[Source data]
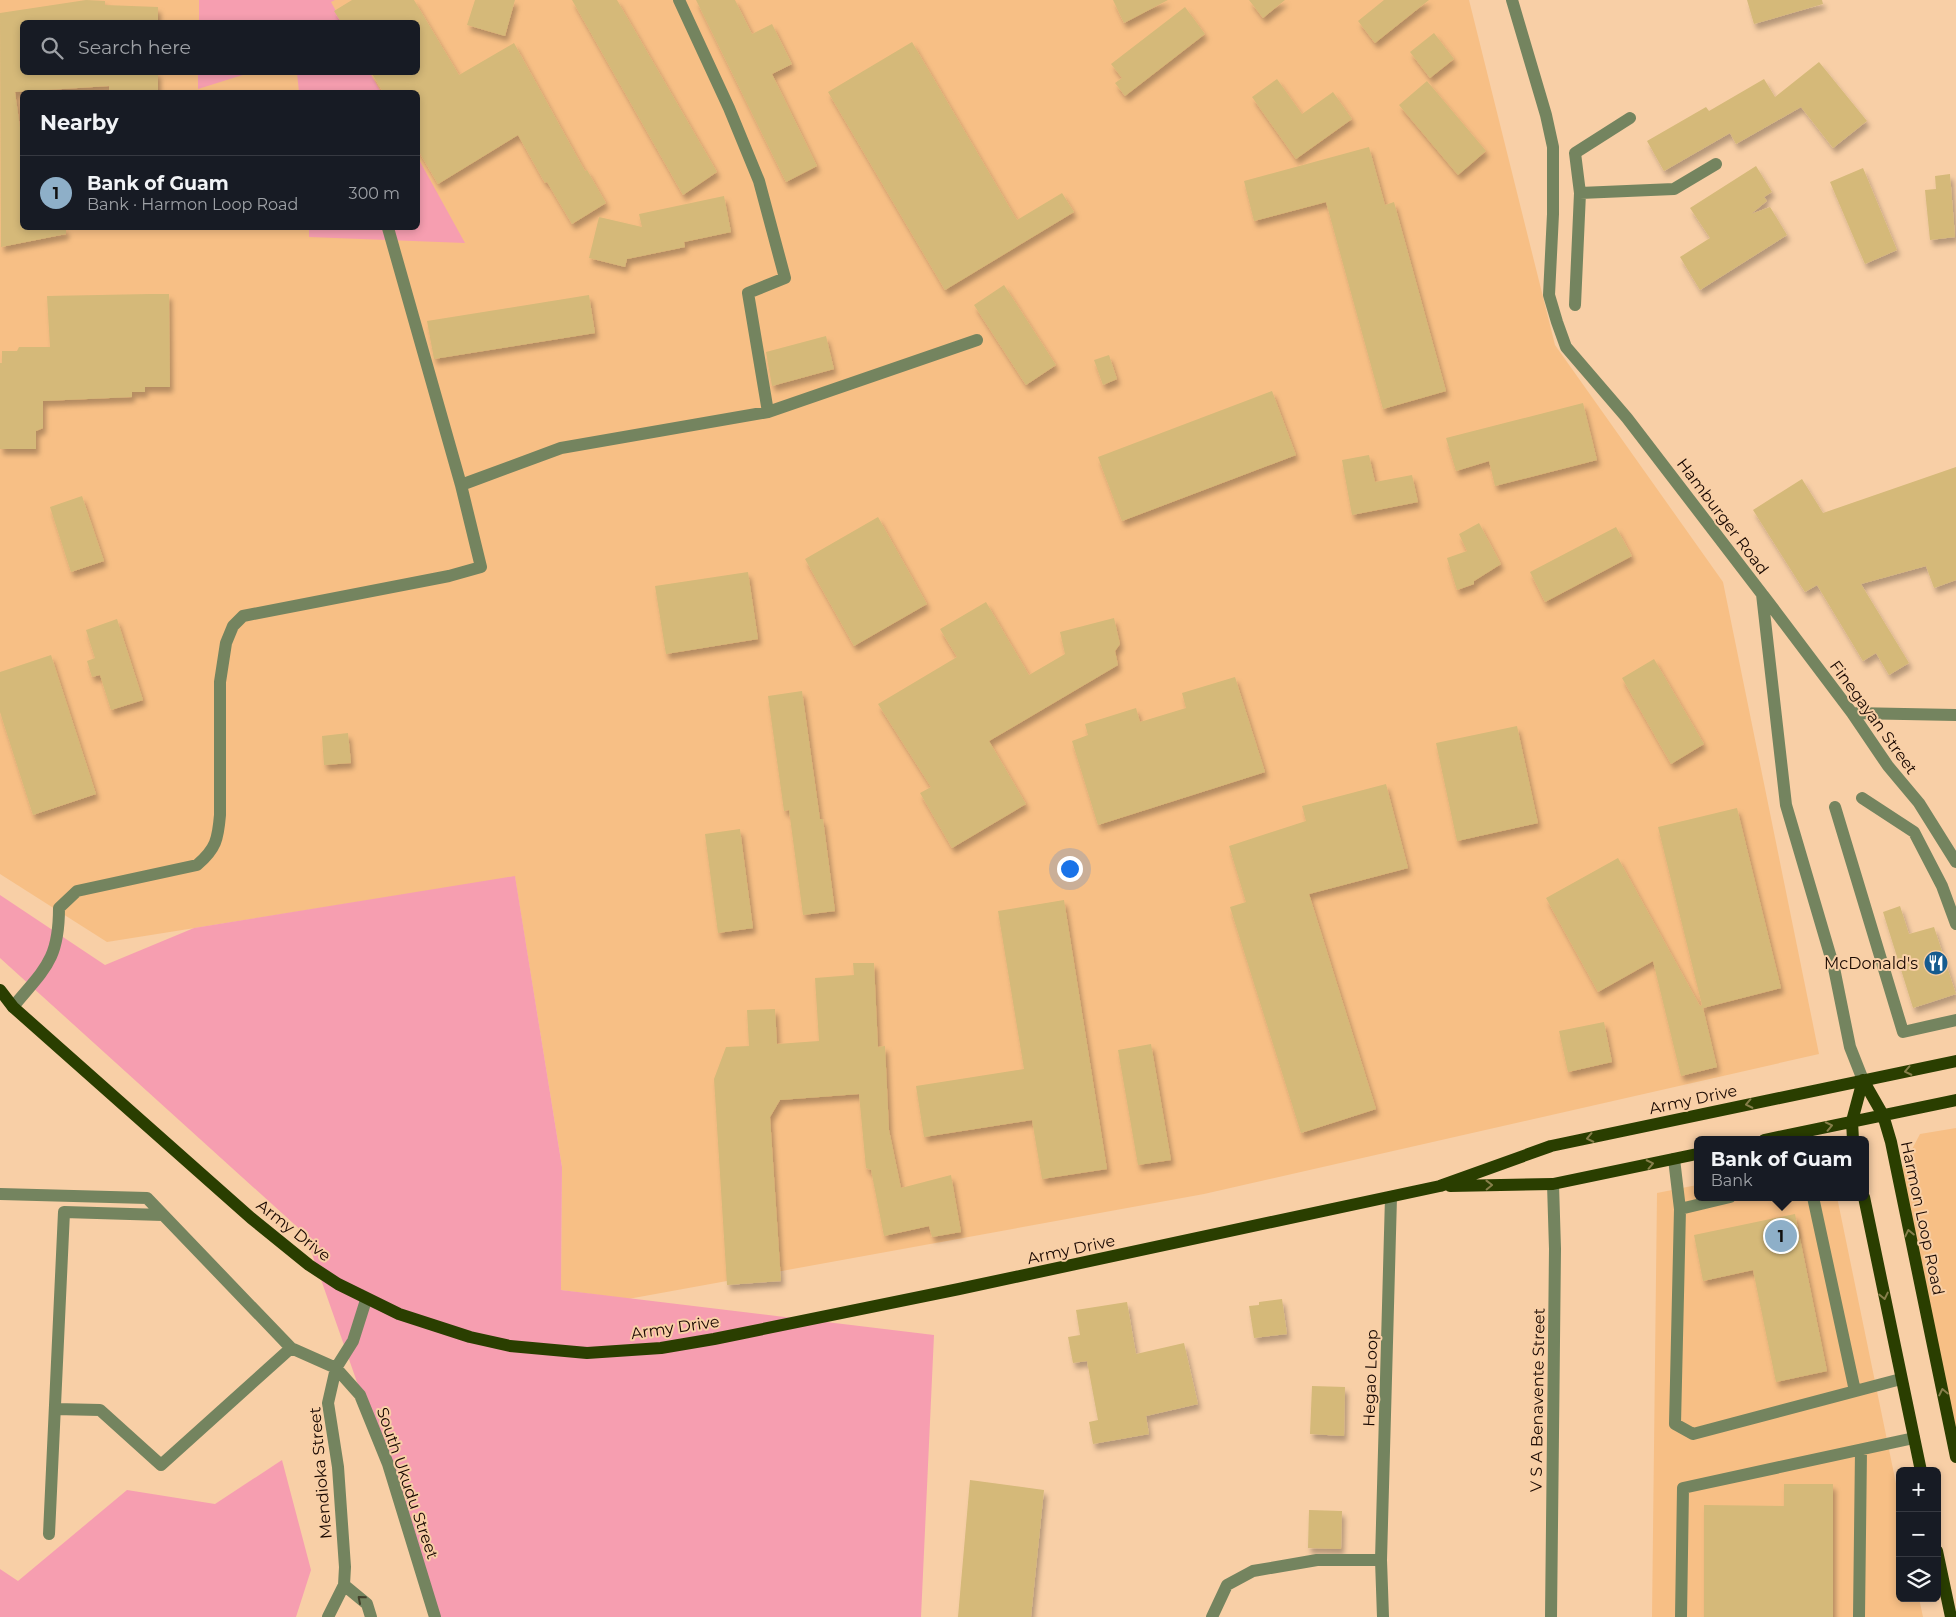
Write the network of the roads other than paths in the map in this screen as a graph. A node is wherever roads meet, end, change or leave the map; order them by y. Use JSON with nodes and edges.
{"nodes":[{"id":1,"x":678,"y":0,"type":"edge"},
{"id":2,"x":1512,"y":0,"type":"edge"},
{"id":3,"x":1630,"y":118,"type":"dead end"},
{"id":4,"x":1575,"y":153,"type":"junction"},
{"id":5,"x":1553,"y":154,"type":"junction"},
{"id":6,"x":1716,"y":164,"type":"dead end"},
{"id":7,"x":1580,"y":193,"type":"junction"},
{"id":8,"x":389,"y":230,"type":"edge"},
{"id":9,"x":1575,"y":306,"type":"dead end"},
{"id":10,"x":977,"y":340,"type":"dead end"},
{"id":11,"x":768,"y":412,"type":"junction"},
{"id":12,"x":461,"y":485,"type":"junction"},
{"id":13,"x":1762,"y":594,"type":"junction"},
{"id":14,"x":1852,"y":713,"type":"junction"},
{"id":15,"x":1956,"y":715,"type":"edge"},
{"id":16,"x":1862,"y":798,"type":"dead end"},
{"id":17,"x":1836,"y":807,"type":"dead end"},
{"id":18,"x":1956,"y":862,"type":"edge"},
{"id":19,"x":1956,"y":924,"type":"edge"},
{"id":20,"x":0,"y":990,"type":"edge"},
{"id":21,"x":0,"y":1000,"type":"edge"},
{"id":22,"x":13,"y":1007,"type":"junction"},
{"id":23,"x":1956,"y":1020,"type":"edge"},
{"id":24,"x":1956,"y":1061,"type":"edge"},
{"id":25,"x":1864,"y":1080,"type":"junction"},
{"id":26,"x":1956,"y":1100,"type":"edge"},
{"id":27,"x":1883,"y":1115,"type":"junction"},
{"id":28,"x":1852,"y":1122,"type":"junction"},
{"id":29,"x":1784,"y":1136,"type":"edge"},
{"id":30,"x":1853,"y":1136,"type":"edge"},
{"id":31,"x":1694,"y":1155,"type":"edge"},
{"id":32,"x":1674,"y":1159,"type":"junction"},
{"id":33,"x":1554,"y":1184,"type":"junction"},
{"id":34,"x":1440,"y":1186,"type":"junction"},
{"id":35,"x":0,"y":1194,"type":"edge"},
{"id":36,"x":1391,"y":1197,"type":"junction"},
{"id":37,"x":1713,"y":1201,"type":"edge"},
{"id":38,"x":1814,"y":1201,"type":"edge"},
{"id":39,"x":1865,"y":1201,"type":"edge"},
{"id":40,"x":1680,"y":1209,"type":"junction"},
{"id":41,"x":163,"y":1215,"type":"junction"},
{"id":42,"x":366,"y":1300,"type":"junction"},
{"id":43,"x":292,"y":1348,"type":"junction"},
{"id":44,"x":336,"y":1368,"type":"junction"},
{"id":45,"x":1901,"y":1379,"type":"junction"},
{"id":46,"x":1855,"y":1391,"type":"junction"},
{"id":47,"x":55,"y":1409,"type":"junction"},
{"id":48,"x":1914,"y":1438,"type":"junction"},
{"id":49,"x":1860,"y":1450,"type":"junction"},
{"id":50,"x":1956,"y":1456,"type":"edge"},
{"id":51,"x":1920,"y":1467,"type":"edge"},
{"id":52,"x":49,"y":1534,"type":"dead end"},
{"id":53,"x":1938,"y":1557,"type":"edge"},
{"id":54,"x":1381,"y":1560,"type":"junction"},
{"id":55,"x":344,"y":1585,"type":"junction"},
{"id":56,"x":328,"y":1617,"type":"edge"},
{"id":57,"x":371,"y":1617,"type":"edge"},
{"id":58,"x":435,"y":1617,"type":"edge"},
{"id":59,"x":1212,"y":1617,"type":"edge"},
{"id":60,"x":1383,"y":1617,"type":"edge"},
{"id":61,"x":1550,"y":1617,"type":"edge"},
{"id":62,"x":1681,"y":1617,"type":"edge"},
{"id":63,"x":1859,"y":1617,"type":"edge"},
{"id":64,"x":1951,"y":1617,"type":"edge"}],
"edges":[{"from":1,"to":11,"type":"street"},
{"from":2,"to":5,"type":"street","name":"Hamburger Road"},
{"from":3,"to":4,"type":"street"},
{"from":4,"to":5,"type":"street"},
{"from":4,"to":7,"type":"street"},
{"from":5,"to":13,"type":"street","name":"Hamburger Road"},
{"from":6,"to":7,"type":"street"},
{"from":7,"to":9,"type":"street"},
{"from":8,"to":12,"type":"street"},
{"from":10,"to":11,"type":"street"},
{"from":11,"to":12,"type":"street"},
{"from":12,"to":22,"type":"street"},
{"from":13,"to":14,"type":"street","name":"Finegayan Street"},
{"from":13,"to":25,"type":"street","name":"Hamburger Road"},
{"from":14,"to":15,"type":"street"},
{"from":14,"to":18,"type":"street","name":"Finegayan Street"},
{"from":16,"to":19,"type":"street"},
{"from":17,"to":23,"type":"street"},
{"from":20,"to":22,"type":"main road","name":"Army Drive"},
{"from":21,"to":22,"type":"main road","name":"Army Drive"},
{"from":22,"to":42,"type":"main road","name":"Army Drive"},
{"from":24,"to":25,"type":"main road","name":"Army Drive","one_way":true},
{"from":25,"to":27,"type":"main road","name":"Harmon Loop Road"},
{"from":25,"to":28,"type":"main road"},
{"from":25,"to":34,"type":"main road","name":"Army Drive","one_way":true},
{"from":26,"to":27,"type":"main road"},
{"from":27,"to":28,"type":"main road"},
{"from":50,"to":27,"type":"main road","name":"Harmon Loop Road","one_way":true},
{"from":29,"to":28,"type":"main road","one_way":true},
{"from":28,"to":30,"type":"main road"},
{"from":31,"to":32,"type":"main road","name":"Army Drive"},
{"from":33,"to":32,"type":"main road","name":"Army Drive","one_way":true},
{"from":32,"to":40,"type":"street"},
{"from":34,"to":33,"type":"main road","name":"Army Drive","one_way":true},
{"from":33,"to":61,"type":"street","name":"V S A Benavente Street"},
{"from":34,"to":36,"type":"main road","name":"Army Drive"},
{"from":35,"to":41,"type":"street"},
{"from":36,"to":42,"type":"main road","name":"Army Drive"},
{"from":36,"to":54,"type":"street","name":"Hegao Loop"},
{"from":37,"to":40,"type":"street"},
{"from":38,"to":46,"type":"street"},
{"from":39,"to":45,"type":"main road","one_way":true},
{"from":40,"to":46,"type":"street"},
{"from":41,"to":43,"type":"street"},
{"from":41,"to":47,"type":"street"},
{"from":42,"to":44,"type":"street","name":"Mendioka Street"},
{"from":43,"to":44,"type":"street"},
{"from":43,"to":47,"type":"street"},
{"from":44,"to":55,"type":"street","name":"Mendioka Street"},
{"from":44,"to":58,"type":"street","name":"South Ukudu Street"},
{"from":45,"to":46,"type":"street"},
{"from":45,"to":48,"type":"main road"},
{"from":47,"to":52,"type":"street"},
{"from":48,"to":49,"type":"street"},
{"from":48,"to":51,"type":"main road"},
{"from":49,"to":62,"type":"street"},
{"from":49,"to":63,"type":"street"},
{"from":53,"to":64,"type":"main road"},
{"from":54,"to":59,"type":"street"},
{"from":54,"to":60,"type":"street","name":"Hegao Loop"},
{"from":55,"to":56,"type":"street","name":"Mendioka Street"},
{"from":57,"to":55,"type":"street","one_way":true}]}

### Task to complete
Leave out the pictures and retype the rest of the entries exactly.

### Response below
Write the network of the roads other than paths in the map in this screen as a graph. A node is wherever roads meet, end, change or leave the map; order them by y. Use JSON with nodes and edges.
{"nodes":[{"id":1,"x":678,"y":0,"type":"edge"},
{"id":2,"x":1512,"y":0,"type":"edge"},
{"id":3,"x":1630,"y":118,"type":"dead end"},
{"id":4,"x":1575,"y":153,"type":"junction"},
{"id":5,"x":1553,"y":154,"type":"junction"},
{"id":6,"x":1716,"y":164,"type":"dead end"},
{"id":7,"x":1580,"y":193,"type":"junction"},
{"id":8,"x":389,"y":230,"type":"edge"},
{"id":9,"x":1575,"y":306,"type":"dead end"},
{"id":10,"x":977,"y":340,"type":"dead end"},
{"id":11,"x":768,"y":412,"type":"junction"},
{"id":12,"x":461,"y":485,"type":"junction"},
{"id":13,"x":1762,"y":594,"type":"junction"},
{"id":14,"x":1852,"y":713,"type":"junction"},
{"id":15,"x":1956,"y":715,"type":"edge"},
{"id":16,"x":1862,"y":798,"type":"dead end"},
{"id":17,"x":1836,"y":807,"type":"dead end"},
{"id":18,"x":1956,"y":862,"type":"edge"},
{"id":19,"x":1956,"y":924,"type":"edge"},
{"id":20,"x":0,"y":990,"type":"edge"},
{"id":21,"x":0,"y":1000,"type":"edge"},
{"id":22,"x":13,"y":1007,"type":"junction"},
{"id":23,"x":1956,"y":1020,"type":"edge"},
{"id":24,"x":1956,"y":1061,"type":"edge"},
{"id":25,"x":1864,"y":1080,"type":"junction"},
{"id":26,"x":1956,"y":1100,"type":"edge"},
{"id":27,"x":1883,"y":1115,"type":"junction"},
{"id":28,"x":1852,"y":1122,"type":"junction"},
{"id":29,"x":1784,"y":1136,"type":"edge"},
{"id":30,"x":1853,"y":1136,"type":"edge"},
{"id":31,"x":1694,"y":1155,"type":"edge"},
{"id":32,"x":1674,"y":1159,"type":"junction"},
{"id":33,"x":1554,"y":1184,"type":"junction"},
{"id":34,"x":1440,"y":1186,"type":"junction"},
{"id":35,"x":0,"y":1194,"type":"edge"},
{"id":36,"x":1391,"y":1197,"type":"junction"},
{"id":37,"x":1713,"y":1201,"type":"edge"},
{"id":38,"x":1814,"y":1201,"type":"edge"},
{"id":39,"x":1865,"y":1201,"type":"edge"},
{"id":40,"x":1680,"y":1209,"type":"junction"},
{"id":41,"x":163,"y":1215,"type":"junction"},
{"id":42,"x":366,"y":1300,"type":"junction"},
{"id":43,"x":292,"y":1348,"type":"junction"},
{"id":44,"x":336,"y":1368,"type":"junction"},
{"id":45,"x":1901,"y":1379,"type":"junction"},
{"id":46,"x":1855,"y":1391,"type":"junction"},
{"id":47,"x":55,"y":1409,"type":"junction"},
{"id":48,"x":1914,"y":1438,"type":"junction"},
{"id":49,"x":1860,"y":1450,"type":"junction"},
{"id":50,"x":1956,"y":1456,"type":"edge"},
{"id":51,"x":1920,"y":1467,"type":"edge"},
{"id":52,"x":49,"y":1534,"type":"dead end"},
{"id":53,"x":1938,"y":1557,"type":"edge"},
{"id":54,"x":1381,"y":1560,"type":"junction"},
{"id":55,"x":344,"y":1585,"type":"junction"},
{"id":56,"x":328,"y":1617,"type":"edge"},
{"id":57,"x":371,"y":1617,"type":"edge"},
{"id":58,"x":435,"y":1617,"type":"edge"},
{"id":59,"x":1212,"y":1617,"type":"edge"},
{"id":60,"x":1383,"y":1617,"type":"edge"},
{"id":61,"x":1550,"y":1617,"type":"edge"},
{"id":62,"x":1681,"y":1617,"type":"edge"},
{"id":63,"x":1859,"y":1617,"type":"edge"},
{"id":64,"x":1951,"y":1617,"type":"edge"}],
"edges":[{"from":1,"to":11,"type":"street"},
{"from":2,"to":5,"type":"street","name":"Hamburger Road"},
{"from":3,"to":4,"type":"street"},
{"from":4,"to":5,"type":"street"},
{"from":4,"to":7,"type":"street"},
{"from":5,"to":13,"type":"street","name":"Hamburger Road"},
{"from":6,"to":7,"type":"street"},
{"from":7,"to":9,"type":"street"},
{"from":8,"to":12,"type":"street"},
{"from":10,"to":11,"type":"street"},
{"from":11,"to":12,"type":"street"},
{"from":12,"to":22,"type":"street"},
{"from":13,"to":14,"type":"street","name":"Finegayan Street"},
{"from":13,"to":25,"type":"street","name":"Hamburger Road"},
{"from":14,"to":15,"type":"street"},
{"from":14,"to":18,"type":"street","name":"Finegayan Street"},
{"from":16,"to":19,"type":"street"},
{"from":17,"to":23,"type":"street"},
{"from":20,"to":22,"type":"main road","name":"Army Drive"},
{"from":21,"to":22,"type":"main road","name":"Army Drive"},
{"from":22,"to":42,"type":"main road","name":"Army Drive"},
{"from":24,"to":25,"type":"main road","name":"Army Drive","one_way":true},
{"from":25,"to":27,"type":"main road","name":"Harmon Loop Road"},
{"from":25,"to":28,"type":"main road"},
{"from":25,"to":34,"type":"main road","name":"Army Drive","one_way":true},
{"from":26,"to":27,"type":"main road"},
{"from":27,"to":28,"type":"main road"},
{"from":50,"to":27,"type":"main road","name":"Harmon Loop Road","one_way":true},
{"from":29,"to":28,"type":"main road","one_way":true},
{"from":28,"to":30,"type":"main road"},
{"from":31,"to":32,"type":"main road","name":"Army Drive"},
{"from":33,"to":32,"type":"main road","name":"Army Drive","one_way":true},
{"from":32,"to":40,"type":"street"},
{"from":34,"to":33,"type":"main road","name":"Army Drive","one_way":true},
{"from":33,"to":61,"type":"street","name":"V S A Benavente Street"},
{"from":34,"to":36,"type":"main road","name":"Army Drive"},
{"from":35,"to":41,"type":"street"},
{"from":36,"to":42,"type":"main road","name":"Army Drive"},
{"from":36,"to":54,"type":"street","name":"Hegao Loop"},
{"from":37,"to":40,"type":"street"},
{"from":38,"to":46,"type":"street"},
{"from":39,"to":45,"type":"main road","one_way":true},
{"from":40,"to":46,"type":"street"},
{"from":41,"to":43,"type":"street"},
{"from":41,"to":47,"type":"street"},
{"from":42,"to":44,"type":"street","name":"Mendioka Street"},
{"from":43,"to":44,"type":"street"},
{"from":43,"to":47,"type":"street"},
{"from":44,"to":55,"type":"street","name":"Mendioka Street"},
{"from":44,"to":58,"type":"street","name":"South Ukudu Street"},
{"from":45,"to":46,"type":"street"},
{"from":45,"to":48,"type":"main road"},
{"from":47,"to":52,"type":"street"},
{"from":48,"to":49,"type":"street"},
{"from":48,"to":51,"type":"main road"},
{"from":49,"to":62,"type":"street"},
{"from":49,"to":63,"type":"street"},
{"from":53,"to":64,"type":"main road"},
{"from":54,"to":59,"type":"street"},
{"from":54,"to":60,"type":"street","name":"Hegao Loop"},
{"from":55,"to":56,"type":"street","name":"Mendioka Street"},
{"from":57,"to":55,"type":"street","one_way":true}]}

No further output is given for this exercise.